Big Data Engineer - (Amazon Deequ required skills) (Contract)
Who We Are
Teranet is Canada’s leader in the delivery and transformation of statutory registry services with extensive expertise in land and commercial registries. We also market insightful property and data solutions, as well as practice management automation to thousands of customers in the real estate, financial services, government, utilities, and legal markets.
Connect. Grow. Thrive Together.
To learn more about who we are visit our website: www.teranet.ca
About the Role
Teranet is seeking an experienced Big Data Engineer with focus on designing and implementing a data quality framework. In this role, you will be working in collaboration with data product experts, data analysts and other data engineers to design and develop a flexible and scalable data quality framework to capture data quality metrics and apply data quality rules on data pipelines to maintain high quality of data into Teranet’s data platform. In addition, you will be working on create/modify data pipelines and data models for data delivery, AI development, and BI data insight visualizations. You will be responsible for configuring tooling and frameworks that support data ingestion from various databases (Oracle, MS SQL server, PostgreSQL), testing to ensure the accuracy and quality of data ingestion and data pipeline input/output as well as the curation of data so that it is available to support various use cases. You will also collaborate with Teranet’s various infrastructure teams to ensure proper data access controls are in place, data is properly secured, and access activities are auditable.
What You’ll Be Doing
- Participate in planning with business product owners, data analysts and identify tasks for the data analytics team.
- Analyze requirements to identify triggers/requirements for capturing data quality metrics and assessing quality of data ingested within data platform.
- Design and develop a flexible and scalable data quality framework for capturing data quality metrics and automated quality check of ingested data.
- Design and develop programs for setting up data pipelines, curate data for the enterprise-wide usage, prepare data models for specific use case.
- Develop test objectives, test plan and success criteria (connectivity, data replication, auto fail-over, peak load performance etc.).
- Work with infrastructure, security, and networking teams to ensure connectivity requirements are met for data pipelines sources and targets.

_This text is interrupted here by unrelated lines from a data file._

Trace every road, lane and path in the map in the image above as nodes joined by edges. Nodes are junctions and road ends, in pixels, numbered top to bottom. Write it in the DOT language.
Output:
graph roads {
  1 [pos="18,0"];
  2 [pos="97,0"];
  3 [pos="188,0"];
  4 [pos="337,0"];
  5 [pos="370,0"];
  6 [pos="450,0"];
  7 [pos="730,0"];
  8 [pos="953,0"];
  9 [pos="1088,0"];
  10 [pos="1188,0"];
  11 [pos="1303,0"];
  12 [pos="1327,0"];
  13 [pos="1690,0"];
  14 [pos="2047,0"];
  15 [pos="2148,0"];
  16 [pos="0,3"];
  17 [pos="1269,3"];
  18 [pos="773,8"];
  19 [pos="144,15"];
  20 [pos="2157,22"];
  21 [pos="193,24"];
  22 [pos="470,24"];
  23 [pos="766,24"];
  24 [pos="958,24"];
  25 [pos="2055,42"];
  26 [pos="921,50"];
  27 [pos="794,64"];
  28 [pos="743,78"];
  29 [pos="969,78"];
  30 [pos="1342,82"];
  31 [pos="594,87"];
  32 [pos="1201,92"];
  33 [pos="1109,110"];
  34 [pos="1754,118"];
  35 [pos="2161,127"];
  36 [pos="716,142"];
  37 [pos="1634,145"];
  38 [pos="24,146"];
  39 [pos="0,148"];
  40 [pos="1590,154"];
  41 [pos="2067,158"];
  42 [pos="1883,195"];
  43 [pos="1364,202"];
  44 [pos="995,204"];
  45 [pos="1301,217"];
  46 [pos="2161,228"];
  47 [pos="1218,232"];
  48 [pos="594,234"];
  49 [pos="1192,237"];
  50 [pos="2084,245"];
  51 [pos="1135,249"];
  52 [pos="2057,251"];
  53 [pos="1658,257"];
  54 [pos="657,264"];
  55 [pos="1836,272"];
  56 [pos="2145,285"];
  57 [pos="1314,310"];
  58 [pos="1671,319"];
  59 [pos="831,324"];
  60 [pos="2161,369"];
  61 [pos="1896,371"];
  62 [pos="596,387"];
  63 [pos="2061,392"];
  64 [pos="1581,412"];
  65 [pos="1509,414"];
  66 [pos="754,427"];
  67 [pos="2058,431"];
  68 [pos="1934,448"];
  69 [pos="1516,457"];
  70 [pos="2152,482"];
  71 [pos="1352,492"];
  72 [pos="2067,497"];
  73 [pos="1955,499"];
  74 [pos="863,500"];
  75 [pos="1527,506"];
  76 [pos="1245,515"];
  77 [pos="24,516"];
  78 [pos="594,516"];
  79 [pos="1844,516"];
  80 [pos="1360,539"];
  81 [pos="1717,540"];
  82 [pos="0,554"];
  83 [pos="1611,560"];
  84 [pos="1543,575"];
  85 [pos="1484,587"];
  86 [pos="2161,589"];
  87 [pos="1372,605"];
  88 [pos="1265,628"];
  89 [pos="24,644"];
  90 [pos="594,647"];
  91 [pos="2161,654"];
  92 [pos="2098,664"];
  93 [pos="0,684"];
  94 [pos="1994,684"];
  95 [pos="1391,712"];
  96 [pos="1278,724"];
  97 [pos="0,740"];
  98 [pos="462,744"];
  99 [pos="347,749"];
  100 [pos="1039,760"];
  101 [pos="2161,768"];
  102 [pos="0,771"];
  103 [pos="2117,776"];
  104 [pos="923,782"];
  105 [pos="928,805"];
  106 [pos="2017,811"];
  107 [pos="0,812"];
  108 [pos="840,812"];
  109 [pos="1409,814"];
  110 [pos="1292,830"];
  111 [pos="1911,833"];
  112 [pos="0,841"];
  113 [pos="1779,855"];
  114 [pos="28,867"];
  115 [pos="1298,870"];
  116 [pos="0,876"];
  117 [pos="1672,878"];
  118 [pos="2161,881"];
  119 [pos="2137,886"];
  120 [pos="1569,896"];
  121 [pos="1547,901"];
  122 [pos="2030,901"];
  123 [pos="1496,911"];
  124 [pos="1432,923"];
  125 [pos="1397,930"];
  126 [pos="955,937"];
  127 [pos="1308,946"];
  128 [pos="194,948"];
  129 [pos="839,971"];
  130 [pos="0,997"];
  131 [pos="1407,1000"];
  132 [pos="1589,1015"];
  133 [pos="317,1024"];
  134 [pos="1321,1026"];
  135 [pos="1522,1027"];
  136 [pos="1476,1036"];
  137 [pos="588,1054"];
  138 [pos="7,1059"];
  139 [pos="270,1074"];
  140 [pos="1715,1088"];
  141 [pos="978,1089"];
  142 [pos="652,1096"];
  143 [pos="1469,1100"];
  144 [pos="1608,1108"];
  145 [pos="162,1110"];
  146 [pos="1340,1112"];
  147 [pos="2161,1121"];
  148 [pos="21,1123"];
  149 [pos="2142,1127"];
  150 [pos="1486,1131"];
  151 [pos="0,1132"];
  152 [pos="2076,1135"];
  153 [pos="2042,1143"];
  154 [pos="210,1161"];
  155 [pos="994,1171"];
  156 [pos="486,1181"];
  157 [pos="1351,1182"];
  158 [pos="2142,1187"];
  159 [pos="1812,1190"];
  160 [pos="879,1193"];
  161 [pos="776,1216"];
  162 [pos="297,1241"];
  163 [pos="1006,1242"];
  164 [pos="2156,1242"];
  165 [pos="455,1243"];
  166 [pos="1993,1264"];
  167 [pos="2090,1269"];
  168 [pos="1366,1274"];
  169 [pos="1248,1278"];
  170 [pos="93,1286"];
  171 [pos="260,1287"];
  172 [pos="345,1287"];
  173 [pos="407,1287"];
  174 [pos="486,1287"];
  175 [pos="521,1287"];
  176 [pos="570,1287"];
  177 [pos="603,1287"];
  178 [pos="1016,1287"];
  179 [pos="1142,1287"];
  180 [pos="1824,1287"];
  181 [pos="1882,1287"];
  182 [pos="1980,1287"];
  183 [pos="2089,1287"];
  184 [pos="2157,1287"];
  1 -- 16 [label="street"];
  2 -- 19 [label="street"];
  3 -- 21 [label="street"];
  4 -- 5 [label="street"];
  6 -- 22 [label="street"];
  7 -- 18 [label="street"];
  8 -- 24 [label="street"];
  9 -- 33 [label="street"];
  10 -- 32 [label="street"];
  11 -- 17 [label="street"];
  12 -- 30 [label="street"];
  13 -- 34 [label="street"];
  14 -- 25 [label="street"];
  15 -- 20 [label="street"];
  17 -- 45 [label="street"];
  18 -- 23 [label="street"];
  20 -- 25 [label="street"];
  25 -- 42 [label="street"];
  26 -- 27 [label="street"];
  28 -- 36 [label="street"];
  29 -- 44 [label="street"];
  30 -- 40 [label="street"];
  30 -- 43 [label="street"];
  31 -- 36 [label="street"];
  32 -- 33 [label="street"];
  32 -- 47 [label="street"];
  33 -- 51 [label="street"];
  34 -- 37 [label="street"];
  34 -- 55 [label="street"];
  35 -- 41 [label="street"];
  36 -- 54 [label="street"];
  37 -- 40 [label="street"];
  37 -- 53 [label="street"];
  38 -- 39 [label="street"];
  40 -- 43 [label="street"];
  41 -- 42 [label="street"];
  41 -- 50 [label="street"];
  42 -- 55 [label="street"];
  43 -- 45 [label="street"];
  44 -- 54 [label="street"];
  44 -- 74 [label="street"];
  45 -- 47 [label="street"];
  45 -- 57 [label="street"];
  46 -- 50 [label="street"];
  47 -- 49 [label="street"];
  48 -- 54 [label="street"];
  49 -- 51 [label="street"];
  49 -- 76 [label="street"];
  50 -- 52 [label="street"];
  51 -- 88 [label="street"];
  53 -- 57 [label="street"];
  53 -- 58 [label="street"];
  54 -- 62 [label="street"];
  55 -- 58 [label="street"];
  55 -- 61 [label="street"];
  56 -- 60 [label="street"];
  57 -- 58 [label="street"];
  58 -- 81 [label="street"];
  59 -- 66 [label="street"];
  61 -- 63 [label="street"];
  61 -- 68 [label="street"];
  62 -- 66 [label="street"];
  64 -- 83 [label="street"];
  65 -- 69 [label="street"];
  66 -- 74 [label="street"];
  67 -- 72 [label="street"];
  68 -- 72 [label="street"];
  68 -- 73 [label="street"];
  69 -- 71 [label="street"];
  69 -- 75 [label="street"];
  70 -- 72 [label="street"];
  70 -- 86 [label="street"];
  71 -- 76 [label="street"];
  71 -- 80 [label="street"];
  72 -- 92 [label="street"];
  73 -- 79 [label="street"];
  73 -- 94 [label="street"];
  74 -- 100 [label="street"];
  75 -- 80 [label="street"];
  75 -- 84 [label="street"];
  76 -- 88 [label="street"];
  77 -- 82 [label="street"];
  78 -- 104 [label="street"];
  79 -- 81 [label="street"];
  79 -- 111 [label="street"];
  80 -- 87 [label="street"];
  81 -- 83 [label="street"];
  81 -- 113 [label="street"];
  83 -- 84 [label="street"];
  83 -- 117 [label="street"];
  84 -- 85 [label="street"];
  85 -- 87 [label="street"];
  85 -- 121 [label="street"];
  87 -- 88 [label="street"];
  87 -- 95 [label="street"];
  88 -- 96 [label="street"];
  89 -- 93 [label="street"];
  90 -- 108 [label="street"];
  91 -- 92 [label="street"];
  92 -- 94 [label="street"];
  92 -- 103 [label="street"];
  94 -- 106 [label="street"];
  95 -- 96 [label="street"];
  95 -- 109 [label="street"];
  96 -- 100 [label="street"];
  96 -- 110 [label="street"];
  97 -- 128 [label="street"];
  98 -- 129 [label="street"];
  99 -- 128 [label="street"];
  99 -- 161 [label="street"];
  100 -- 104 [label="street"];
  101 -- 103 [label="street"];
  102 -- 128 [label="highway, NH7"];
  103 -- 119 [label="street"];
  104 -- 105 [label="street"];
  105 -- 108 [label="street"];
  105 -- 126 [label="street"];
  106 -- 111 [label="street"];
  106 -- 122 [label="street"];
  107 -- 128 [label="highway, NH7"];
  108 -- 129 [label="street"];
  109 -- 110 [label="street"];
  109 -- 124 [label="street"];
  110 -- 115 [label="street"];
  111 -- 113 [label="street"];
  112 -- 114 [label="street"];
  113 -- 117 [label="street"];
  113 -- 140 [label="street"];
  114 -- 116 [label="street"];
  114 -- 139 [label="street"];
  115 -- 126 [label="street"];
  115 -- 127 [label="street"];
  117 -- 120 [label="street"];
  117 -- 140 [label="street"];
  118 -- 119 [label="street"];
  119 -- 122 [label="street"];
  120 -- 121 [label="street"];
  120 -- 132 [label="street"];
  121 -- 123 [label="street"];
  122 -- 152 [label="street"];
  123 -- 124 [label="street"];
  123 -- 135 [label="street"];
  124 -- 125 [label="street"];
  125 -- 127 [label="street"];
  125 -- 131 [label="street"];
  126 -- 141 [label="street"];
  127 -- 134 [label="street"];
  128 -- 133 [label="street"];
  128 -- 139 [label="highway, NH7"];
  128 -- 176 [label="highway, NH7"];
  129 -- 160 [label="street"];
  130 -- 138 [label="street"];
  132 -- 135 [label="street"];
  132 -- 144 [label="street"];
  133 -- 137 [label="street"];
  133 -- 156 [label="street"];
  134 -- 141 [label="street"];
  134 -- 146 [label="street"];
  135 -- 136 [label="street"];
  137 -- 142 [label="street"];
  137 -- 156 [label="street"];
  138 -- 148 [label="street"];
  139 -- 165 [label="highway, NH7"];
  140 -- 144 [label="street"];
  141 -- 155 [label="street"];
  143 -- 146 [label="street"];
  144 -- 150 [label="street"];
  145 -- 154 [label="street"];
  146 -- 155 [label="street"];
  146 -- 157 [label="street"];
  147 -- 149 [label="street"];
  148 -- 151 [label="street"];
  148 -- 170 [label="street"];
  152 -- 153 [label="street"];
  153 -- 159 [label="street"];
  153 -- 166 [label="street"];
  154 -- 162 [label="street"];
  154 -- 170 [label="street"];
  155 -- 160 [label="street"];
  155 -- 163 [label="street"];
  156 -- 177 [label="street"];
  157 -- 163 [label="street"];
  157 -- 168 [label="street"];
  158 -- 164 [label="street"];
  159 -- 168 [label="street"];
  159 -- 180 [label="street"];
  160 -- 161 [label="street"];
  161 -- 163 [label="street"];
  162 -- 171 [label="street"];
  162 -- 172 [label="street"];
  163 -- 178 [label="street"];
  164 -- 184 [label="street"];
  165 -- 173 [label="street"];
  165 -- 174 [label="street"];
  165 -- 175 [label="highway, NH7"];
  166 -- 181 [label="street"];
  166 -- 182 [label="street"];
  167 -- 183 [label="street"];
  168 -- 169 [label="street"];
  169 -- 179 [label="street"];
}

- Tuning of data ingestion and replication to meet performance targets.
- Configure the CDC framework as required to create daily/weekly/monthly data snapshots within acceptable performance targets.
- Design and implement technology best practices, guidelines, and repeatable processes. Create design, test plan, and confluence documentation.
- Able to self-direct, prioritize and perform assignments with minimum supervision
- 5+ years of experience with Hadoop, Hive, Spark, Python, Bash, Linux
- Familiarity with Cloudera CDP private and public cloud
- Knowledge and experience with Amazon Deequ, PyDeequ or similar data quality framework.
- Knowledge of CDC based data ingestion setup, preferably using HVR
- Deep Hive/Spark/SQL knowledge, development, and testing experience
- Expert Python/Spark/Shell development and coding best practices skills
- Excellent day-to-day working knowledge of Git with exposure to Gerrit
- Extensive experience in developing ETLs and processing large datasets
- Experience with Airflow data pipeline implementation
- Experience building data models to support BI data visualizations using Tableau
- Familiarity with AWS services such as S3, EKS, and Kubectl is highly beneficial
- Experience with Terraform, and CI/CD tools is a plus
- Excellent written and verbal communication skills
We may be a global innovator in electronic services and solutions who operate one of the most advanced and secure registration systems in the world, but we’re so much more than that!
Our Extraordinary People.
Our Work Environment.
Company Culture & Core Values.
At Teranet, we are committed to fostering an inclusive, accessible environment, where all employees and customers feel valued, respected, and supported. We are dedicated to building a workforce that reflects the diversity of our customers and the communities in which we live and serve. If you require accommodation during the recruitment and selection process, please let us know and we will work with you to meet your needs.
Come As You Are. We Like You that Way!